Taiwan-based TSMC reported earnings of $4.31 per share for the April-June quarter, beating analysts’ expectations.

Revenue came in at $40.2 billion (€36.8bn), above analysts’ estimates of $39.63 billion (€34.6bn).

In local currency, net profit reached a record NT$706.6bn (€19.1bn), up 77% from a year earlier, while revenue climbed 36% to NT$1.27 trillion (€36.8bn), as appetite for the advanced chips TSMC makes for customers such as Nvidia and Apple showed no sign of cooling.

Given that it manufactures semiconductors for almost every major chip designer, the Hsinchu-based firm’s results are closely read as a gauge of the wider sector and of broader AI demand itself, just as investors fret over a possible bubble.
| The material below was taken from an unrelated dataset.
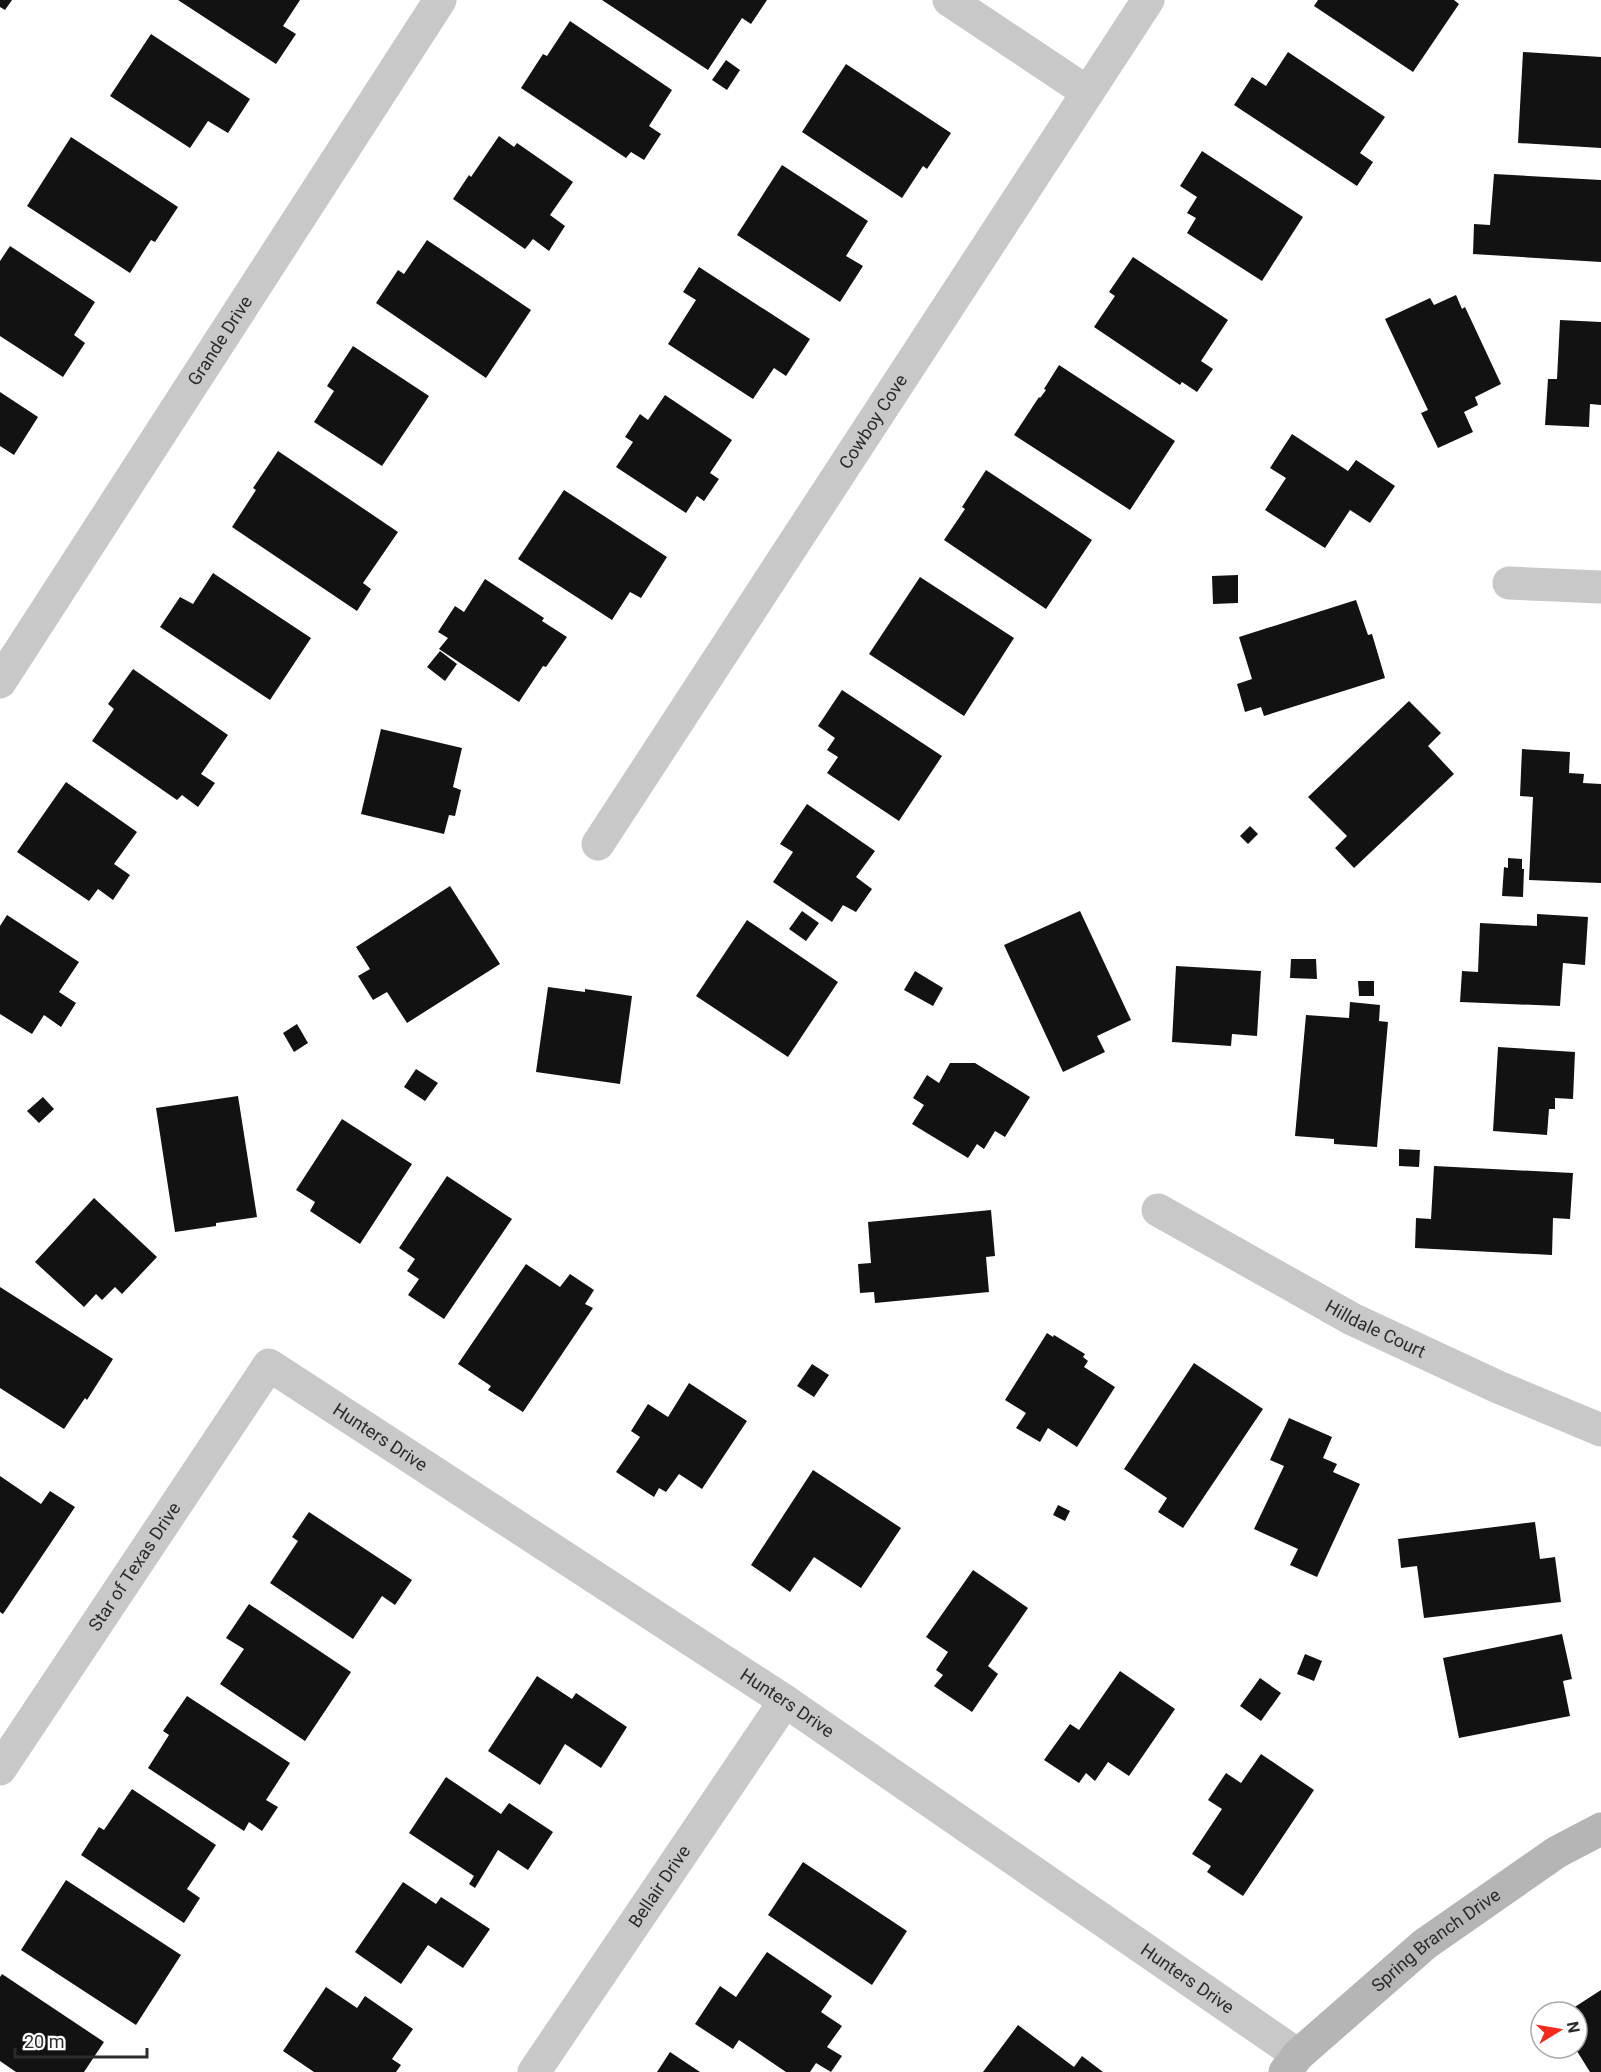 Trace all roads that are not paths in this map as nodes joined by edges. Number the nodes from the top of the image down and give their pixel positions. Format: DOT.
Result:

CEO Che-Chia Wei described global AI-related demand as “extremely robust” and said he expected it to remain very strong until around 2029 or 2030. On that basis, TSMC now forecasts 2026 revenue growth of slightly above 40% year on year, up from its previous guidance of more than 30%.

Thursday’s figures confirmed what monthly sales data had already suggested.

As reported on Monday, June revenue jumped 67.9% year on year, and first-half sales rose 35.6% from the same period in 2025, slightly ahead of analysts’ consensus forecasts for the quarter.

TSMC shares rose about 1% after the earnings release but later pared those gains as a sell-off in AI-related shares weighed on benchmarks across Asia during Thursday’s session.

Expanding US manufacturing

Alongside the results, TSMC said it would spend an additional $100 billion (€87.4bn) to expand its manufacturing capacity in the US, on top of the $165 billion (€144bn) already committed to building six fabrication plants in Arizona.

The move would bring the company’s total US investment pledges to around $265 billion (€231bn).

The fresh funds are expected to fund four further Arizona plants dedicated to the most advanced chips, those of 2 nanometres and below, and are intended to “support the strong multi-year demand” from the company’s leading American customers, CEO Che-Chia Wei said during the firm’s earnings conference.

TSMC also said it would spend more this year than previously planned, increasing its capital expenditure budget to between $60 billion (€52.4bn) and $64 billion (€55.9bn), up from an earlier range of $52 billion (€45.4bn) to $56 billion (€48.9bn).

The announcement follows a trade agreement struck earlier this year between the Trump administration and Taiwan, under which Taiwanese companies committed to invest at least $250 billion (€218bn) in the US technology sector inreturn for lower tariffs.